上期介绍了10种研究蛋白-蛋白互作的常见方法,今天介绍几种研究小分子药物和蛋白互作的一些方法:表面等离子共振技术(SPR)、药物亲和反应靶向稳定性DARTS、细胞热迁移技术(CETSA)、小分子-蛋白质Pull-down技术、等温量热滴定(ITC)、微量热泳动技术(MST)和荧光偏振免疫分析法(FPIA)。
常用指数—☆☆☆☆☆,既可以用于筛选,也可用于验证,表面等离子共振( Surface Plasmon Resonance,简称SPR)是一种基于光学原理的分析技术,它能够实时监测生物分子之间的相互作用。SPR技术的原理是在金属表面上发生全反射时,形成消逝波进入光疏介质中,与介质中的等离子波相遇时可能发生共振现象。这种共振导致反射光强度的降低,通过检测这种变化可以分析分子间的相互作用。

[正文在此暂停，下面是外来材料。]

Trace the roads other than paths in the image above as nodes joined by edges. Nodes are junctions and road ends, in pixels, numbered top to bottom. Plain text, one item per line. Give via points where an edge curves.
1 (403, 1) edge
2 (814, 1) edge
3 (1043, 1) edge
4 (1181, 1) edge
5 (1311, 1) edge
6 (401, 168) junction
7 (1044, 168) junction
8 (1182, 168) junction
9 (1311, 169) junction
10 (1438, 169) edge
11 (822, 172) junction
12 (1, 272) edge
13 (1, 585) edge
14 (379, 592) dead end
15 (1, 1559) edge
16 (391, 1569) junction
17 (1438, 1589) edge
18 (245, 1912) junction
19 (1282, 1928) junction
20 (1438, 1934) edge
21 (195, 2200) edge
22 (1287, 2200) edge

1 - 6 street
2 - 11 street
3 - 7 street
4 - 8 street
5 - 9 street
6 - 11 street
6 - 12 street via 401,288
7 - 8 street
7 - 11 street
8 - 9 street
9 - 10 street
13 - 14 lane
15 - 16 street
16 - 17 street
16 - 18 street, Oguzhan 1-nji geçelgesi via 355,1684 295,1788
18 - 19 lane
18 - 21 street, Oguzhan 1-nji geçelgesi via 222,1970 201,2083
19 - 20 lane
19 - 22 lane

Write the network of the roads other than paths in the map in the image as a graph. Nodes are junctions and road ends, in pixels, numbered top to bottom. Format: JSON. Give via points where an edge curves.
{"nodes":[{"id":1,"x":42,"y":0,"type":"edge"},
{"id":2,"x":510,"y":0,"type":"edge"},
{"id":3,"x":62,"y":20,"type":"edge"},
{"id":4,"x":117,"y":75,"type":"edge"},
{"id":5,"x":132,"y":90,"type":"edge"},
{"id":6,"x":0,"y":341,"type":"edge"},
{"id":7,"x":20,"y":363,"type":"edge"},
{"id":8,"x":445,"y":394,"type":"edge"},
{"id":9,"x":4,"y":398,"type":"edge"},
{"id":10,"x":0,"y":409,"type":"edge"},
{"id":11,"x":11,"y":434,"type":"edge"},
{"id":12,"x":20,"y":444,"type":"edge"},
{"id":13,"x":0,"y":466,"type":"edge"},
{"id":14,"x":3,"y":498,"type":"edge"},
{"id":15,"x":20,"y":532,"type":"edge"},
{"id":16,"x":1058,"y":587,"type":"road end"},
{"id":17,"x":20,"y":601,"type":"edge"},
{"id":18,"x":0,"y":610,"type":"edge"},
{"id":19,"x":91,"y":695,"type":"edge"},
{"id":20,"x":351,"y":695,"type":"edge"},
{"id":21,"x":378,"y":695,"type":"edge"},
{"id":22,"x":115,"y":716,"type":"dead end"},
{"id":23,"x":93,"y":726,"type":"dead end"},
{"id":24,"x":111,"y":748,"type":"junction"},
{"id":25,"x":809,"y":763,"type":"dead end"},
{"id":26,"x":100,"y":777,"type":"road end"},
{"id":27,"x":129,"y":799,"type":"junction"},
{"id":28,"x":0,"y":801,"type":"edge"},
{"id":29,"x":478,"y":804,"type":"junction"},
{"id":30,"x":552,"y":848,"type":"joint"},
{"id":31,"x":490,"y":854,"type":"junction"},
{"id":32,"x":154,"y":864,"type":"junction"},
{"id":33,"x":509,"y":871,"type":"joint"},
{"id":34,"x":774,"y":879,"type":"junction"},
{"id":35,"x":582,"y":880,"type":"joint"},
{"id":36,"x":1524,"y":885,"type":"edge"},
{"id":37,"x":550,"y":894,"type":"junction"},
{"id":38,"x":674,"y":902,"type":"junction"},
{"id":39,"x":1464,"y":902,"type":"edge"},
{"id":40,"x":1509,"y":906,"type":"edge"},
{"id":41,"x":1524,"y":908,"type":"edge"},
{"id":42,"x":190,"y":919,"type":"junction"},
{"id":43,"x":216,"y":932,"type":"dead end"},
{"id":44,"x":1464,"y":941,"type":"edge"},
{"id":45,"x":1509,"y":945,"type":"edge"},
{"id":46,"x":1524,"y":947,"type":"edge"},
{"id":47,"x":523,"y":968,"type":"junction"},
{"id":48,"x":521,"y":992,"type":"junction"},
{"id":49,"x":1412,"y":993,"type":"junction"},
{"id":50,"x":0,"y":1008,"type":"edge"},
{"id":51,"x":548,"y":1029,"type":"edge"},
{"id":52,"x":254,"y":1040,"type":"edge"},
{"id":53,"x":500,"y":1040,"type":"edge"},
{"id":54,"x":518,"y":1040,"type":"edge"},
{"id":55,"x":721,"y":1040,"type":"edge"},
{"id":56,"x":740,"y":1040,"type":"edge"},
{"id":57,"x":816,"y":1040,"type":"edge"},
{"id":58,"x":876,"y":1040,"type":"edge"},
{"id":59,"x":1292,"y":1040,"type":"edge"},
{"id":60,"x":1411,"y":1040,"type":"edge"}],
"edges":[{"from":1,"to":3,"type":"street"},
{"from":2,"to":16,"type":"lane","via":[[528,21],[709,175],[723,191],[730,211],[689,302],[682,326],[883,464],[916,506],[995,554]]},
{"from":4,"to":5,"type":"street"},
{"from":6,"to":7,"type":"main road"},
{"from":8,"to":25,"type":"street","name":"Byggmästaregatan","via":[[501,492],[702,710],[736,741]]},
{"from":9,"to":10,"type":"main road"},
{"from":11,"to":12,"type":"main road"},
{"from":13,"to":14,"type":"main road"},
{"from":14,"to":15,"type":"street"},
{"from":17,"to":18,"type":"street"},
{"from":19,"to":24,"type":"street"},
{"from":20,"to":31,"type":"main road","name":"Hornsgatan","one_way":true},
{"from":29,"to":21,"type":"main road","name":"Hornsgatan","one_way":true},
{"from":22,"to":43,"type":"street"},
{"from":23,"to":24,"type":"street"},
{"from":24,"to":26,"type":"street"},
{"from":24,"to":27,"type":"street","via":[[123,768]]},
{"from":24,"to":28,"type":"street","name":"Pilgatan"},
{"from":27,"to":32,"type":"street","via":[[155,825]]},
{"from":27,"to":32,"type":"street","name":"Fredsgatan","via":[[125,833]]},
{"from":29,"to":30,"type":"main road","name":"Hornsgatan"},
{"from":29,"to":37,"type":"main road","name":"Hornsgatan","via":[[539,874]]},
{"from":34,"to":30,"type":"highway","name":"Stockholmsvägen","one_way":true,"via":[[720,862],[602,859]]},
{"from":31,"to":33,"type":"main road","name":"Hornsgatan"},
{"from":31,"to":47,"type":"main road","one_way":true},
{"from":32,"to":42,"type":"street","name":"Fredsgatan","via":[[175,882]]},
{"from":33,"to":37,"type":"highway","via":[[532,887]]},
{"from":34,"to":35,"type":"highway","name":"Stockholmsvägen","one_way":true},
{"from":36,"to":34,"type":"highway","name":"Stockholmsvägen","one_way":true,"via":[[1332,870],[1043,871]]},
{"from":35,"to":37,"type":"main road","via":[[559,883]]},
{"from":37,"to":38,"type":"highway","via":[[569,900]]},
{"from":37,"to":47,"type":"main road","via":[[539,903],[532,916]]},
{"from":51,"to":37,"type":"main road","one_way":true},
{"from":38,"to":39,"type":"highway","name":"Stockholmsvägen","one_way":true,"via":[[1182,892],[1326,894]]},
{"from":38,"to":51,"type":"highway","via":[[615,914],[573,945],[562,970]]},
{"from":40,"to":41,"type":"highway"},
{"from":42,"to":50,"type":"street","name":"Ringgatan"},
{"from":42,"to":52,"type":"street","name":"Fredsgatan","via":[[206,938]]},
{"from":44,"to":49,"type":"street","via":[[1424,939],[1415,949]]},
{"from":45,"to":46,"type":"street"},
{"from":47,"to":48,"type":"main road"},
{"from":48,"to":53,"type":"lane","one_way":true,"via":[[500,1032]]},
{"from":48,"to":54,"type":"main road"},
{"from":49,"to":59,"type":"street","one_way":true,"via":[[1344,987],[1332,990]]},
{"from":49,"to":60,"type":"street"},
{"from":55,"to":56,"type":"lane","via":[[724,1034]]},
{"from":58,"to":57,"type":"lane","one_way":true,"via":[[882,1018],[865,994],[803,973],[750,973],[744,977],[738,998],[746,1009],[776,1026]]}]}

1.芯片准备:首先需要安装传感器芯片,这通常是一个镀有金膜的玻璃芯片。在实验开始前,需要用适当的缓冲液冲洗芯片,以确保信号基线的稳定性。2.芯片激活:通过使用EDC/NHS等化学试剂处理芯片表面,使其活化,以便生物分子能够共价结合到芯片上。3.配体偶联:将配体小分子药物偶联到活化的芯片表面。偶联可以通过直接共价结合或通过某种特定的相互作用(如His标签与NTA芯片的结合)来实现。4.稳定基线:在配体偶联后,需要观察并稳定基线,确保在分析物注入前,信号是稳定的。5.分析物注入:将含有分析物(蛋白质、核酸、小分子或细胞裂解液)的溶液以恒定流速注入芯片表面。6.实时监测:SPR仪器的光学系统会实时监测分析物与配体结合和解离的过程。这些信息会被转换成传感器图,从而可以分析分子间的结合动力学和亲和力。7.数据分析:通过分析软件处理传感器图,可以得到分子间的结合常数Ka、解离常数Kd或亲和力常数KD等关键参数。常用指数—☆☆☆☆☆,既可以用于筛选,也可用于验证,药物亲和反应靶向稳定性(Drug Affinity Responsive Target Stability,简称DARTS)技术是一种用于小分子药物靶点筛选和鉴定的方法。原理是当小分子药物与其靶标蛋白结合后,会使得靶标蛋白对蛋白酶的降解敏感性下降,从而变得更稳定。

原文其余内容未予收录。